Exercise input:
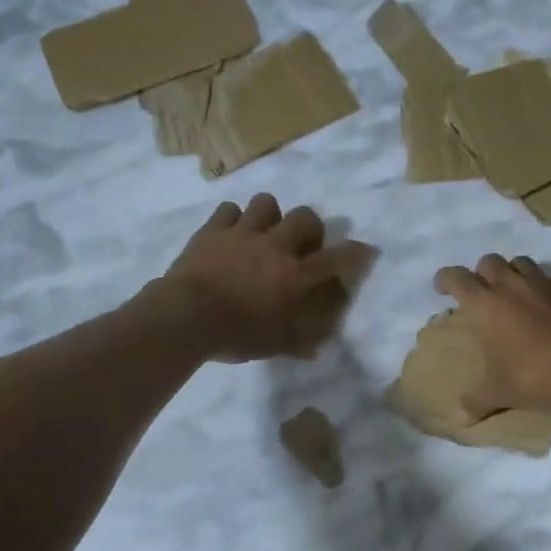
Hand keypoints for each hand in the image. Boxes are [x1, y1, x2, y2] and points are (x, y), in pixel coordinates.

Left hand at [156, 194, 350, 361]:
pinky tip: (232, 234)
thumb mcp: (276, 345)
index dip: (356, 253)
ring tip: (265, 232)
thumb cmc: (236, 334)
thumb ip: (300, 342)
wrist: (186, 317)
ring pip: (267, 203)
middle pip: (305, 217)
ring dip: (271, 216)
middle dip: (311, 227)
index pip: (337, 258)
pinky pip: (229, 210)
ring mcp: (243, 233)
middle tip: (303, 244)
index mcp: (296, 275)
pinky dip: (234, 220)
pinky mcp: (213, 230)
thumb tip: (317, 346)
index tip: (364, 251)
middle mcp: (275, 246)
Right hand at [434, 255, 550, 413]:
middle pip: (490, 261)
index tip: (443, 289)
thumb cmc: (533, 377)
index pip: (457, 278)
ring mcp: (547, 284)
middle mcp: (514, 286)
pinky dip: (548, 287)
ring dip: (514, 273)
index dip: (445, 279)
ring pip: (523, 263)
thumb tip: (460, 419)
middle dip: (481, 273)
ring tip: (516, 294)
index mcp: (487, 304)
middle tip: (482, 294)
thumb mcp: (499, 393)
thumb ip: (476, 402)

What to work on: Apart from the pictures, repeat the data above exactly.

Result for this task:
Hand keypoints for each hand in the image. Boxes are [x1, y1, x2, y2] and points are (x, y), in pixel coordinates.

Left hand at [156, 194, 350, 361]:
pinky tip: (232, 234)
thumb mcp: (276, 345)
index dip: (356, 253)
ring tip: (265, 232)
thumb cmc: (236, 334)
thumb ip: (300, 342)
wrist: (186, 317)
ring pip: (267, 203)
middle pip: (305, 217)
ring dip: (271, 216)
middle dip: (311, 227)
index pip: (337, 258)
pinky pip: (229, 210)
ring mcp: (243, 233)
middle tip: (303, 244)
index mcp: (296, 275)
pinky dip: (234, 220)
pinky mcp: (213, 230)
thumb tip: (317, 346)
index tip: (364, 251)
middle mcp: (275, 246)
Right hand at [434, 255, 550, 413]:
middle pip: (490, 261)
index tip: (443, 289)
thumb cmc: (533, 377)
index pip: (457, 278)
ring mcp: (547, 284)
middle mcp: (514, 286)
pinky dip: (548, 287)
ring dip: (514, 273)
index dip: (445, 279)
ring pip: (523, 263)
thumb tip: (460, 419)
middle dip: (481, 273)
ring tip: (516, 294)
index mcp: (487, 304)
middle tip: (482, 294)
thumb mcp: (499, 393)
thumb ip: (476, 402)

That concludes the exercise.